Letter: Old Power House option helps small businesses | AspenTimes.com

Letter: Old Power House option helps small businesses

Old Power House option helps small businesses

Dear Mayor Skadron and members of the Aspen City Council:

My name is Lady Fuller and I’m part of the Old Power House team. I haven’t spoken until now and I was the one sitting behind all the folks giving public comment the other night.

I am a serial entrepreneur, a dedicated mother and a passionate resident of Aspen. I also am the one responsible for bringing Dave and Duncan together to create the triumvirate of a co-working space for start ups, a media lab and a brewery.

I moved here in late 2009 from San Francisco where I started my first company. Since arriving in Aspen, I’ve worked in three different office spaces. I was at 520 E. Cooper, 720 E. Durant and now at 418 E. Cooper above the Red Onion. My “office shuffle” is a result of being asked to move out each time for a higher paying tenant. Most recently, I have been given notice that Mark Hunt has bought my building and that I need to move out as he’s moving his personal office into my space. I’m now contemplating renting office space in Willits since my six employees and I won’t fit in my house. And I am one of the lucky ones.

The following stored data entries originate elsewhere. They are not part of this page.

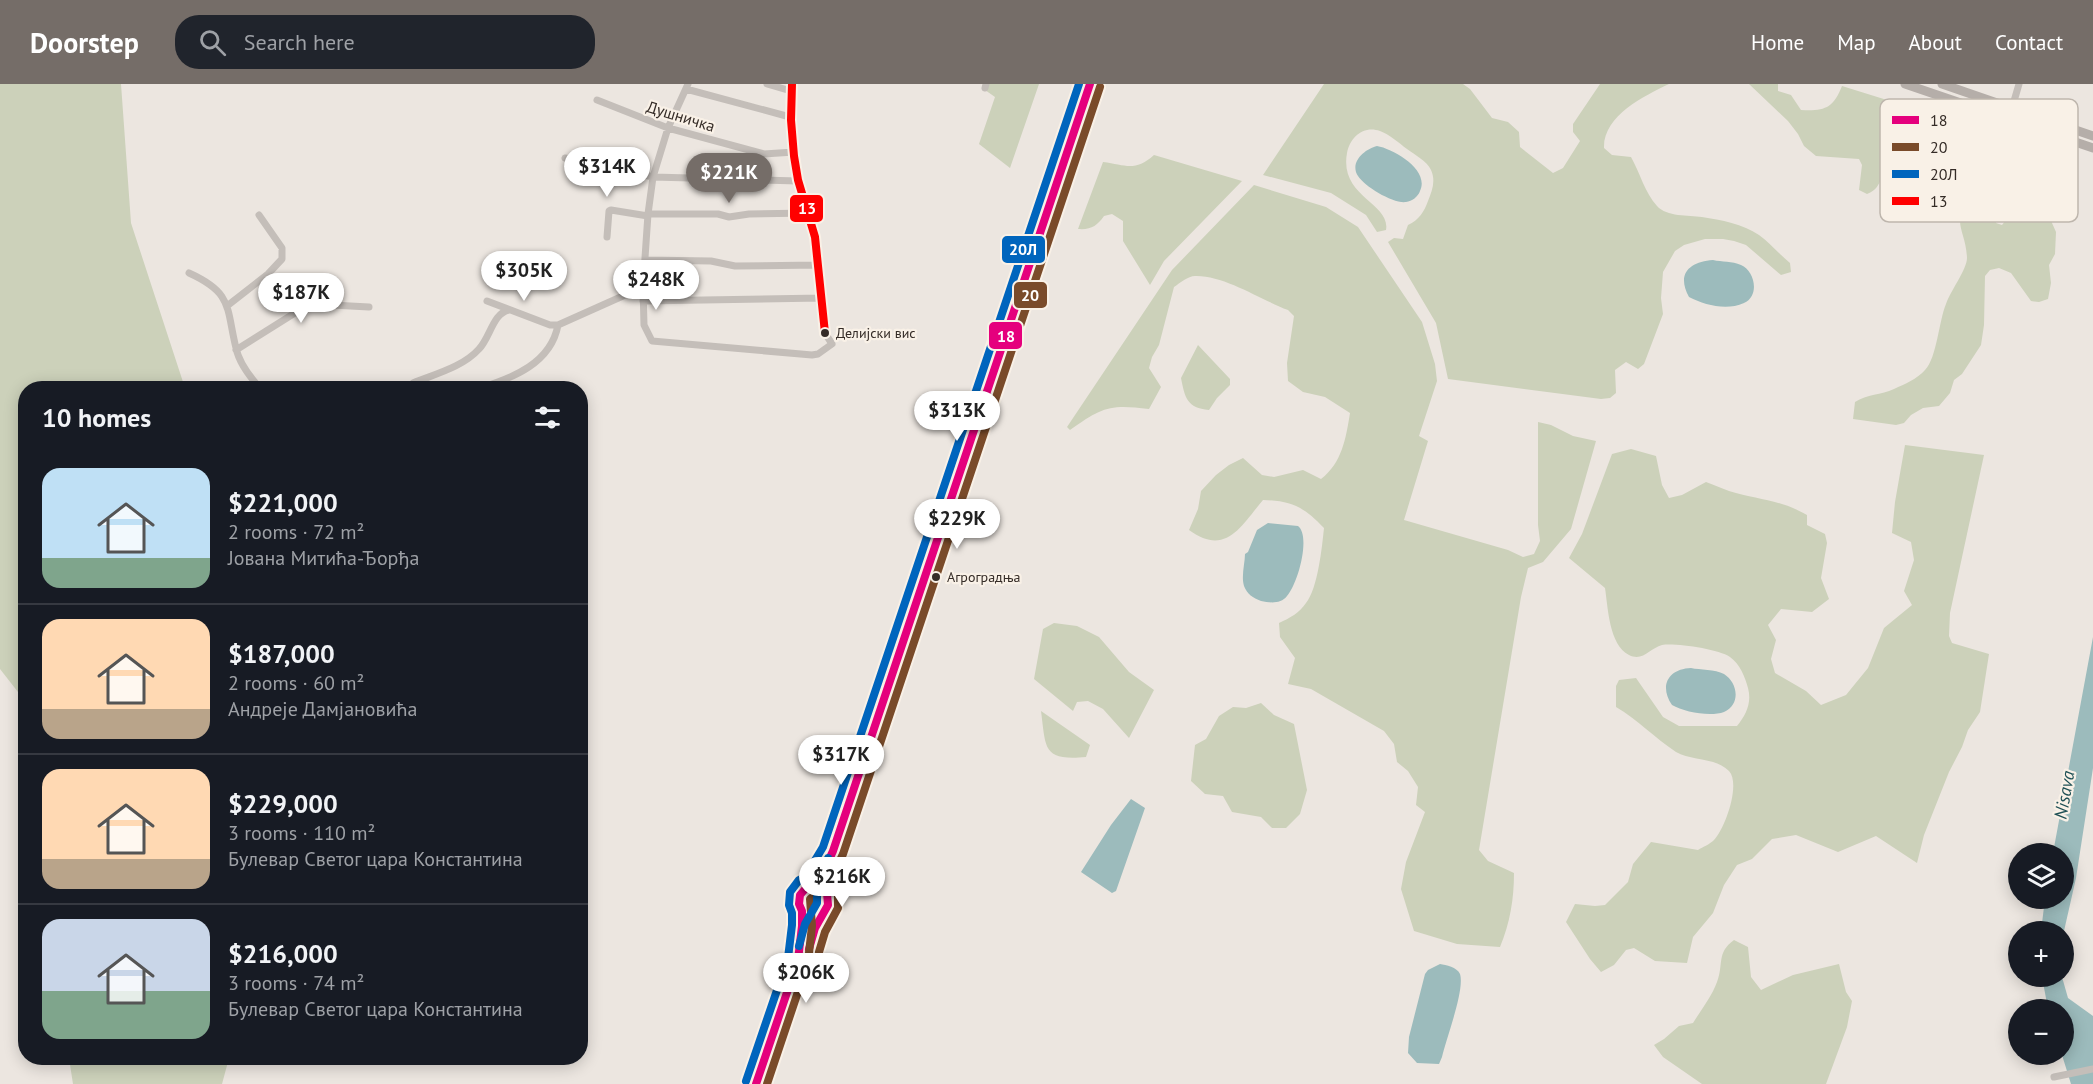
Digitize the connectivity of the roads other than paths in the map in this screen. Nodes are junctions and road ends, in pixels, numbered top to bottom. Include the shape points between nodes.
1 (767, 84) edge
2 (1090, 84) edge
3 (1099, 84) edge
4 (1905, 84) edge
5 (1942, 84) edge
6 (2019, 84) edge
7 (687, 86) edge
8 (791, 87) edge
9 (1949, 99) edge
10 (1986, 99) edge
11 (2015, 99) edge
12 (597, 100) dead end
13 (790, 117) junction
14 (668, 128) junction
15 (2078, 131) edge
16 (2093, 136) edge
17 (2078, 143) edge
18 (2093, 148) edge
19 (794, 152) junction
20 (565, 159) dead end
21 (653, 177) junction
22 (798, 181) junction
23 (810, 213) junction
24 (259, 215) dead end
25 (648, 215) junction
26 (607, 237) dead end
27 (645, 260) junction
28 (818, 265) junction
29 (189, 273) dead end
30 (643, 287) junction
31 (822, 298) junction
32 (487, 301) dead end
33 (643, 301) junction
34 (227, 306) junction
35 (369, 307) dead end
36 (509, 310) junction
37 (558, 325) junction
38 (236, 350) junction
39 (254, 381) edge
40 (416, 381) edge
41 (504, 381) edge
42 (812, 886) junction
43 (827, 893) junction
44 (802, 911) junction
45 (822, 914) junction
46 (2093, 1069) edge
47 (2054, 1077) dead end
48 (756, 1084) edge
49 (765, 1084) edge

1 - 8 street
2 - 42 main road via 837,840
3 - 43 main road
4 - 9 main road
5 - 10 main road
6 - 11 street
7 - 13 street
7 - 14 street
8 - 13 street
12 - 14 street, Душничка
13 - 19 street
14 - 19 street, Душничка via 765,154
14 - 21 street
15 - 16 main road
17 - 18 main road
19 - 22 street
20 - 21 street
21 - 22 street
21 - 25 street
22 - 23 street
23 - 25 street
23 - 28 street
24 - 34 street via 282,248 282,260
25 - 26 street via 609,211
25 - 27 street
27 - 28 street via 711,261 735,266
27 - 30 street
28 - 31 street
29 - 34 street via 217,288
30 - 33 street
30 - 37 street
31 - 33 street
31 - 33 street via 825,333 832,344 818,354 807,355 652,341 644,326
32 - 36 street
34 - 38 street
35 - 38 street via 306,306
36 - 37 street
36 - 40 street via 500,314 481,348 466,362
37 - 41 street via 540,360
38 - 39 street
42 - 43 main road
42 - 44 main road via 800,895
43 - 45 main road via 828,905
44 - 45 main road via 809,916
44 - 48 main road via 798,960
45 - 49 main road
46 - 47 street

Prior to being a mother, I lived down the street from the Exploratorium in San Francisco for 10 years. While I never visited the Exploratorium (largely because it was a tourist attraction and I didn’t have children at the time), it is a lovely science center in a romantic city similar to Aspen. It is true that the science-center proposal is an intellectually safe proposal; however, I know that increasing the level of our children’s science exposure is the job of our wonderful schools. Wouldn’t this concept be better used as a school resource on campus, especially during the flex time after school is out in the afternoon?

I am reluctant to admit that my children are wildly overprogrammed. When they aren’t sledding, skiing, biking or running around our neighborhood, we are taking them to gymnastics at the Red Brick, ballet at Santa Fe ballet, art class in Basalt, nature classes at the Aspen Center for Environmental Studies, swimming at the Aspen Recreation Center, piano lessons at home and karate at the Aspen Business Center school. While I’m sure they and I would love to add visits to the Aspen Science Center to this list, I can’t see us going there more than once a month max. Multiply my family by the amount of families with children that are the science center’s real target market and you simply don’t have enough critical mass to support the concept.

My friend Arjun Gupta, a longtime technology venture capitalist who is invested in many co-working spaces in the Bay Area and involved with the Aspen Institute, has expressed interest in working at the Generator when he is here. Imagine the benefit of just his energy and resources coupled with the youth and energy of Aspen residents. Imagine young kids in Aspen visiting the Generator, meeting with mentors and interning with some of the small businesses there. My husband gets asked to mentor kids all the time because there isn’t enough local businesses to go around, both in variety and number. Imagine out-of-town executives having a one-stop place in Aspen to provide advice and investment to help business grow locally, so they can feel a closer connection to the people that live here year round. Imagine older citizens stopping by to help critique a new business plan or presentation. Imagine the TV studio as the gateway to the rest of the world and the brewery as a place to hash out new ideas, form partnerships, take a break from work and celebrate successes.

We all want Aspen to evolve into a community where people of all walks of life can live, work and thrive. Now we have a chance to move closer to that dream. Let’s think with our hearts and make that dream happen.